[Start of section]

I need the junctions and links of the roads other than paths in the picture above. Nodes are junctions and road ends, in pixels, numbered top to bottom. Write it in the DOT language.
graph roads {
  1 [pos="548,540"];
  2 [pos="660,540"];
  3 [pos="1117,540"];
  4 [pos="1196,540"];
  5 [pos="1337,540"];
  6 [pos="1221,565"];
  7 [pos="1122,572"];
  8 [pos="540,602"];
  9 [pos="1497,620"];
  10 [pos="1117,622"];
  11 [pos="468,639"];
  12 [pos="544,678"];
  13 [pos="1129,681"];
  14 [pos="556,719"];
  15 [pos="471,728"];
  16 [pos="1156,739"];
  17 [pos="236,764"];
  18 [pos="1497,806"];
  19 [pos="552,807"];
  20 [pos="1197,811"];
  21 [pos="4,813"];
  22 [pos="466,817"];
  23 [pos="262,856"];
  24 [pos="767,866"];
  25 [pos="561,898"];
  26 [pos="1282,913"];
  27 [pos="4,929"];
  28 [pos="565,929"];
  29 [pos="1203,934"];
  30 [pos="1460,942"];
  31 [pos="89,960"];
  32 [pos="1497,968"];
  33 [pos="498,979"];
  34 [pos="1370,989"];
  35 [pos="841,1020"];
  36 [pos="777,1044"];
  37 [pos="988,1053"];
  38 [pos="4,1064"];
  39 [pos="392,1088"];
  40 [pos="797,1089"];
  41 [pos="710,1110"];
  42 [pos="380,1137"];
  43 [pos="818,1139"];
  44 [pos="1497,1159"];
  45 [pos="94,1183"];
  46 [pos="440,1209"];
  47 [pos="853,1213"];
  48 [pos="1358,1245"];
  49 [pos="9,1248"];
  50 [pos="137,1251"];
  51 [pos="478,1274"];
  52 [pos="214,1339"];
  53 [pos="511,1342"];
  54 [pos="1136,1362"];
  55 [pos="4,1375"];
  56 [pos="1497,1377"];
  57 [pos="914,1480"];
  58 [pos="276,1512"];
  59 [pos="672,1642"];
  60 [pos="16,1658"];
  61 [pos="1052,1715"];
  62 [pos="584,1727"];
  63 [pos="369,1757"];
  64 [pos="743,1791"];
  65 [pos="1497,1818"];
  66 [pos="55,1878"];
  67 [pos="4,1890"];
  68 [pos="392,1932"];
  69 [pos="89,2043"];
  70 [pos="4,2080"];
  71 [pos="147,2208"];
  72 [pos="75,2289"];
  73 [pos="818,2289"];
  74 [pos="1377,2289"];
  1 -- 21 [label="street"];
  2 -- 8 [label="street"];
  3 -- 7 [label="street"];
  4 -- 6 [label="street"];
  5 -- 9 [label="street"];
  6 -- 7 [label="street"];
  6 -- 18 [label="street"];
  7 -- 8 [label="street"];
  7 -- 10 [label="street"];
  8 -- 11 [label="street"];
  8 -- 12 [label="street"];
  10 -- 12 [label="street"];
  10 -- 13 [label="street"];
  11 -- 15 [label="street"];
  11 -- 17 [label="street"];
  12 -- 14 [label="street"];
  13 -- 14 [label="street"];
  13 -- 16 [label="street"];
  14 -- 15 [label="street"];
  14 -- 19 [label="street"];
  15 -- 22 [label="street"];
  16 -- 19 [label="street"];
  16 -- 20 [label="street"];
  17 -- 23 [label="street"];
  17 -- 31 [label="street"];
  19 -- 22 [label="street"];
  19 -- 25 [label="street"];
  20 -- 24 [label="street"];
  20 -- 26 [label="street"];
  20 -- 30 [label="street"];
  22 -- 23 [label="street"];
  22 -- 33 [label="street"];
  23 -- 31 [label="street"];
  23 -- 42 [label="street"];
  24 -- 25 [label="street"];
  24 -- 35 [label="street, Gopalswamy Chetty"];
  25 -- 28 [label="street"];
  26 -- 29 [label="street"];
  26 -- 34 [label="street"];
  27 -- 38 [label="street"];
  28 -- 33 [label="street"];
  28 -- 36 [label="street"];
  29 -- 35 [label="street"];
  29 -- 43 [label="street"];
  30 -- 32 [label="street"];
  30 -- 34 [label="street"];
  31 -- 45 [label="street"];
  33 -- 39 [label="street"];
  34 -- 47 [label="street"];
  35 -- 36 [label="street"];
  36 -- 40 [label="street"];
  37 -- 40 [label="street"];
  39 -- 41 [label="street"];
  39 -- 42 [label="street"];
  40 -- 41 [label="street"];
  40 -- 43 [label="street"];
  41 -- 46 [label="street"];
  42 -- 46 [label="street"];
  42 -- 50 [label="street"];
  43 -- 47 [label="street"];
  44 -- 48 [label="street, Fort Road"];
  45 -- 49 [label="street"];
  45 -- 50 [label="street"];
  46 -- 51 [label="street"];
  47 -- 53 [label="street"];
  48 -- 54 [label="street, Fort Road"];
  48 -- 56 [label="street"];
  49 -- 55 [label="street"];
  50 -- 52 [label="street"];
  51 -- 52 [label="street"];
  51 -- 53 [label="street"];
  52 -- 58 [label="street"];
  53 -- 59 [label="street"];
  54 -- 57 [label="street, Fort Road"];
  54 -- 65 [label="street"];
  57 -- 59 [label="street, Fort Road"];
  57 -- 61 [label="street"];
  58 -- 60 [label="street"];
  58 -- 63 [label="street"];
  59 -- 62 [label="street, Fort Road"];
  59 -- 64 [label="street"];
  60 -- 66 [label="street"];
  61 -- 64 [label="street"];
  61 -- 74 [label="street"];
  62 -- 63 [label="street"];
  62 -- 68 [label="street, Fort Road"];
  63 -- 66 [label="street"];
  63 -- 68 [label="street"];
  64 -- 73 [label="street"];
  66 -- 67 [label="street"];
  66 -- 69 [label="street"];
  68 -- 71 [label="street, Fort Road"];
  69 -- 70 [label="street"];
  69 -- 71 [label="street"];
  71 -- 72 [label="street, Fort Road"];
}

[End of section]

The listing above is to be written out again word for word.

I need the junctions and links of the roads other than paths in the picture above. Nodes are junctions and road ends, in pixels, numbered top to bottom. Write it in the DOT language.
graph roads {
  1 [pos="548,540"];
  2 [pos="660,540"];
  3 [pos="1117,540"];
  4 [pos="1196,540"];
  5 [pos="1337,540"];
  6 [pos="1221,565"];
  7 [pos="1122,572"];
  8 [pos="540,602"];
  9 [pos="1497,620"];
  10 [pos="1117,622"];
  11 [pos="468,639"];
  12 [pos="544,678"];
  13 [pos="1129,681"];
  14 [pos="556,719"];
  15 [pos="471,728"];
  16 [pos="1156,739"];
  17 [pos="236,764"];
  18 [pos="1497,806"];
  19 [pos="552,807"];
  20 [pos="1197,811"];
  21 [pos="4,813"];
  22 [pos="466,817"];
  23 [pos="262,856"];
  24 [pos="767,866"];
  25 [pos="561,898"];
  26 [pos="1282,913"];
  27 [pos="4,929"];
  28 [pos="565,929"];
  29 [pos="1203,934"];
  30 [pos="1460,942"];
  31 [pos="89,960"];
  32 [pos="1497,968"];
  33 [pos="498,979"];
  34 [pos="1370,989"];
  35 [pos="841,1020"];
  36 [pos="777,1044"];
  37 [pos="988,1053"];
  38 [pos="4,1064"];
  39 [pos="392,1088"];
  40 [pos="797,1089"];
  41 [pos="710,1110"];
  42 [pos="380,1137"];
  43 [pos="818,1139"];
  44 [pos="1497,1159"];
  45 [pos="94,1183"];
  46 [pos="440,1209"];
  47 [pos="853,1213"];
  48 [pos="1358,1245"];
  49 [pos="9,1248"];
  50 [pos="137,1251"];
  51 [pos="478,1274"];
  52 [pos="214,1339"];
  53 [pos="511,1342"];
  54 [pos="1136,1362"];
  55 [pos="4,1375"];
  56 [pos="1497,1377"];
  57 [pos="914,1480"];
  58 [pos="276,1512"];
  59 [pos="672,1642"];
  60 [pos="16,1658"];
  61 [pos="1052,1715"];
  62 [pos="584,1727"];
  63 [pos="369,1757"];
  64 [pos="743,1791"];
  65 [pos="1497,1818"];
  66 [pos="55,1878"];
  67 [pos="4,1890"];
  68 [pos="392,1932"];
  69 [pos="89,2043"];
  70 [pos="4,2080"];
  71 [pos="147,2208"];
  72 [pos="75,2289"];
  73 [pos="818,2289"];
  74 [pos="1377,2289"];
  1 -- 21 [label="street"];
  2 -- 8 [label="street"];
  3 -- 7 [label="street"];
  4 -- 6 [label="street"];
  5 -- 9 [label="street"];
  6 -- 7 [label="street"];
  6 -- 18 [label="street"];
  7 -- 8 [label="street"];
  7 -- 10 [label="street"];
  8 -- 11 [label="street"];
  8 -- 12 [label="street"];
  10 -- 12 [label="street"];
  10 -- 13 [label="street"];
  11 -- 15 [label="street"];
  11 -- 17 [label="street"];
  12 -- 14 [label="street"];
  13 -- 14 [label="street"];
  13 -- 16 [label="street"];
  14 -- 15 [label="street"];
  14 -- 19 [label="street"];
  15 -- 22 [label="street"];
  16 -- 19 [label="street"];
  16 -- 20 [label="street"];
  17 -- 23 [label="street"];
  17 -- 31 [label="street"];
  19 -- 22 [label="street"];
  19 -- 25 [label="street"];
  20 -- 24 [label="street"];
  20 -- 26 [label="street"];
  20 -- 30 [label="street"];
  22 -- 23 [label="street"];
  22 -- 33 [label="street"];
  23 -- 31 [label="street"];
  23 -- 42 [label="street"];
  24 -- 25 [label="street"];
  24 -- 35 [label="street, Gopalswamy Chetty"];
  25 -- 28 [label="street"];
  26 -- 29 [label="street"];
  26 -- 34 [label="street"];
  27 -- 38 [label="street"];
  28 -- 33 [label="street"];
  28 -- 36 [label="street"];
  29 -- 35 [label="street"];
  29 -- 43 [label="street"];
  30 -- 32 [label="street"];
  30 -- 34 [label="street"];
  31 -- 45 [label="street"];
  33 -- 39 [label="street"];
  34 -- 47 [label="street"];
  35 -- 36 [label="street"];
  36 -- 40 [label="street"];
  37 -- 40 [label="street"];
  39 -- 41 [label="street"];
  39 -- 42 [label="street"];
  40 -- 41 [label="street"];
  40 -- 43 [label="street"];
  41 -- 46 [label="street"];
  42 -- 46 [label="street"];
  42 -- 50 [label="street"];
  43 -- 47 [label="street"];
  44 -- 48 [label="street, Fort Road"];
  45 -- 49 [label="street"];
  45 -- 50 [label="street"];
  46 -- 51 [label="street"];
  47 -- 53 [label="street"];
  48 -- 54 [label="street, Fort Road"];
  48 -- 56 [label="street"];
  49 -- 55 [label="street"];
  50 -- 52 [label="street"];
  51 -- 52 [label="street"];
  51 -- 53 [label="street"];
  52 -- 58 [label="street"];
  53 -- 59 [label="street"];
  54 -- 57 [label="street, Fort Road"];
  54 -- 65 [label="street"];
  57 -- 59 [label="street, Fort Road"];
  57 -- 61 [label="street"];
  58 -- 60 [label="street"];
  58 -- 63 [label="street"];
  59 -- 62 [label="street, Fort Road"];
  59 -- 64 [label="street"];
  60 -- 66 [label="street"];
  61 -- 64 [label="street"];
  61 -- 74 [label="street"];
  62 -- 63 [label="street"];
  62 -- 68 [label="street, Fort Road"];
  63 -- 66 [label="street"];
  63 -- 68 [label="street"];
  64 -- 73 [label="street"];
  66 -- 67 [label="street"];
  66 -- 69 [label="street"];
  68 -- 71 [label="street, Fort Road"];
  69 -- 70 [label="street"];
  69 -- 71 [label="street"];
  71 -- 72 [label="street, Fort Road"];
}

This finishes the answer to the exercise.